Top of Working data

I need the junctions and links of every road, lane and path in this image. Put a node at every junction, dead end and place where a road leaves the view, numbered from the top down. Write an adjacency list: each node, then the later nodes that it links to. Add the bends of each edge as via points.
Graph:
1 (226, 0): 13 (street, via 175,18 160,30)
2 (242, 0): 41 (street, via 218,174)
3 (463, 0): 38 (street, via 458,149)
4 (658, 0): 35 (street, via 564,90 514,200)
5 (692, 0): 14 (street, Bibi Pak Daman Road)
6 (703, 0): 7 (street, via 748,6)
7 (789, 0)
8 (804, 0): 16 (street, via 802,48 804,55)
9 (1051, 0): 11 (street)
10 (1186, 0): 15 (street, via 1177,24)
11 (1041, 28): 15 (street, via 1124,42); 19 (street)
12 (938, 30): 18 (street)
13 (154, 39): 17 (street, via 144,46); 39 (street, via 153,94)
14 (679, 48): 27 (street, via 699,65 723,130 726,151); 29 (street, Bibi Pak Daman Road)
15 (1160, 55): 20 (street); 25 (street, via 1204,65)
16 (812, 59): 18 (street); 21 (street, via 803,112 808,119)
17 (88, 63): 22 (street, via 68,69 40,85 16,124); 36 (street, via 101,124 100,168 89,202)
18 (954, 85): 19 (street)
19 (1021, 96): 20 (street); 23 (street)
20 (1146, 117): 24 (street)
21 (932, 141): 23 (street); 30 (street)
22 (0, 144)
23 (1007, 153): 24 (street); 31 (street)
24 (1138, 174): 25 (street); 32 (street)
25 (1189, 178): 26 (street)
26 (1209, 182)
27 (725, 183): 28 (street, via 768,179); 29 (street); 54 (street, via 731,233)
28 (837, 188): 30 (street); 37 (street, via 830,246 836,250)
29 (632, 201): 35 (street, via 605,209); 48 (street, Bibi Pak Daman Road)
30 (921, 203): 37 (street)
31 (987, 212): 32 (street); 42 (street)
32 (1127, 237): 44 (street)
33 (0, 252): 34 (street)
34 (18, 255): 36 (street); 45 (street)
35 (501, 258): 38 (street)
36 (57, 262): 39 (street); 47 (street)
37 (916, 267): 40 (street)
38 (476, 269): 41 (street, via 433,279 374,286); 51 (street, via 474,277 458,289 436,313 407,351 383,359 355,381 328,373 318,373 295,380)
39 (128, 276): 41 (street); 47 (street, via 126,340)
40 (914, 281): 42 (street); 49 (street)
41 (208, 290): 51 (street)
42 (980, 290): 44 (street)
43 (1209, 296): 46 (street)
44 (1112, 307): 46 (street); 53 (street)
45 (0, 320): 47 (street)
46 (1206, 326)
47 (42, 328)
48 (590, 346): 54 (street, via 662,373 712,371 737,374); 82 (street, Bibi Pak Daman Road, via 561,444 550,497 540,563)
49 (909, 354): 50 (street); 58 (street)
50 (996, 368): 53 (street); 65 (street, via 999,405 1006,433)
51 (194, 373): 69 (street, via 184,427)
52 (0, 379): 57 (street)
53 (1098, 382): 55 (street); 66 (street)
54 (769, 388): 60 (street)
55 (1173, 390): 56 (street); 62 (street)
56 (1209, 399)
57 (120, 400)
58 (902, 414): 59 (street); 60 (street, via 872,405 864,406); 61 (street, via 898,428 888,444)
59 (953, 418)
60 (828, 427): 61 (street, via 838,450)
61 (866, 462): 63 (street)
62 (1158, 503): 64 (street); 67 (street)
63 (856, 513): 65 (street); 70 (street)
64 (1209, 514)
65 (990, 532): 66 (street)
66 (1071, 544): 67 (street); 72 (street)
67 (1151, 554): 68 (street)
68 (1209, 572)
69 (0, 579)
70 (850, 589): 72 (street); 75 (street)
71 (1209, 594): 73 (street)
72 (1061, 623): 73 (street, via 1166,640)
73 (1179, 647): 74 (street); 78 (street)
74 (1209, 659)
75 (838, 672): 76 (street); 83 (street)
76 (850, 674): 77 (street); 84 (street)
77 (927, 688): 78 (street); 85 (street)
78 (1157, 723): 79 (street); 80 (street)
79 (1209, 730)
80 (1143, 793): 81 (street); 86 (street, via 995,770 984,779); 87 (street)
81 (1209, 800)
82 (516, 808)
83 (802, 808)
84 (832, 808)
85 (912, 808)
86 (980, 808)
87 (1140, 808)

Bottom of Working data

→ **Problem to work on**
Copy all records verbatim.

→ **Worked solution**
I need the junctions and links of every road, lane and path in this image. Put a node at every junction, dead end and place where a road leaves the view, numbered from the top down. Write an adjacency list: each node, then the later nodes that it links to. Add the bends of each edge as via points.
Graph:
1 (226, 0): 13 (street, via 175,18 160,30)
2 (242, 0): 41 (street, via 218,174)
3 (463, 0): 38 (street, via 458,149)
4 (658, 0): 35 (street, via 564,90 514,200)
5 (692, 0): 14 (street, Bibi Pak Daman Road)
6 (703, 0): 7 (street, via 748,6)
7 (789, 0)
8 (804, 0): 16 (street, via 802,48 804,55)
9 (1051, 0): 11 (street)
10 (1186, 0): 15 (street, via 1177,24)
11 (1041, 28): 15 (street, via 1124,42); 19 (street)
12 (938, 30): 18 (street)
13 (154, 39): 17 (street, via 144,46); 39 (street, via 153,94)
14 (679, 48): 27 (street, via 699,65 723,130 726,151); 29 (street, Bibi Pak Daman Road)
15 (1160, 55): 20 (street); 25 (street, via 1204,65)
16 (812, 59): 18 (street); 21 (street, via 803,112 808,119)
17 (88, 63): 22 (street, via 68,69 40,85 16,124); 36 (street, via 101,124 100,168 89,202)
18 (954, 85): 19 (street)
19 (1021, 96): 20 (street); 23 (street)
20 (1146, 117): 24 (street)
21 (932, 141): 23 (street); 30 (street)
22 (0, 144)
23 (1007, 153): 24 (street); 31 (street)
24 (1138, 174): 25 (street); 32 (street)
25 (1189, 178): 26 (street)
26 (1209, 182)
27 (725, 183): 28 (street, via 768,179); 29 (street); 54 (street, via 731,233)
28 (837, 188): 30 (street); 37 (street, via 830,246 836,250)
29 (632, 201): 35 (street, via 605,209); 48 (street, Bibi Pak Daman Road)
30 (921, 203): 37 (street)
31 (987, 212): 32 (street); 42 (street)
32 (1127, 237): 44 (street)
33 (0, 252): 34 (street)
34 (18, 255): 36 (street); 45 (street)
35 (501, 258): 38 (street)
36 (57, 262): 39 (street); 47 (street)
37 (916, 267): 40 (street)
38 (476, 269): 41 (street, via 433,279 374,286); 51 (street, via 474,277 458,289 436,313 407,351 383,359 355,381 328,373 318,373 295,380)
39 (128, 276): 41 (street); 47 (street, via 126,340)
40 (914, 281): 42 (street); 49 (street)
41 (208, 290): 51 (street)
42 (980, 290): 44 (street)
43 (1209, 296): 46 (street)
44 (1112, 307): 46 (street); 53 (street)
45 (0, 320): 47 (street)
46 (1206, 326)
47 (42, 328)
48 (590, 346): 54 (street, via 662,373 712,371 737,374); 82 (street, Bibi Pak Daman Road, via 561,444 550,497 540,563)
49 (909, 354): 50 (street); 58 (street)
50 (996, 368): 53 (street); 65 (street, via 999,405 1006,433)
51 (194, 373): 69 (street, via 184,427)
52 (0, 379): 57 (street)
53 (1098, 382): 55 (street); 66 (street)
54 (769, 388): 60 (street)
55 (1173, 390): 56 (street); 62 (street)
56 (1209, 399)
57 (120, 400)
58 (902, 414): 59 (street); 60 (street, via 872,405 864,406); 61 (street, via 898,428 888,444)
59 (953, 418)
60 (828, 427): 61 (street, via 838,450)
61 (866, 462): 63 (street)
62 (1158, 503): 64 (street); 67 (street)
63 (856, 513): 65 (street); 70 (street)
64 (1209, 514)
65 (990, 532): 66 (street)
66 (1071, 544): 67 (street); 72 (street)
67 (1151, 554): 68 (street)
68 (1209, 572)
69 (0, 579)
70 (850, 589): 72 (street); 75 (street)
71 (1209, 594): 73 (street)
72 (1061, 623): 73 (street, via 1166,640)
73 (1179, 647): 74 (street); 78 (street)
74 (1209, 659)
75 (838, 672): 76 (street); 83 (street)
76 (850, 674): 77 (street); 84 (street)
77 (927, 688): 78 (street); 85 (street)
78 (1157, 723): 79 (street); 80 (street)
79 (1209, 730)
80 (1143, 793): 81 (street); 86 (street, via 995,770 984,779); 87 (street)
81 (1209, 800)
82 (516, 808)
83 (802, 808)
84 (832, 808)
85 (912, 808)
86 (980, 808)
87 (1140, 808)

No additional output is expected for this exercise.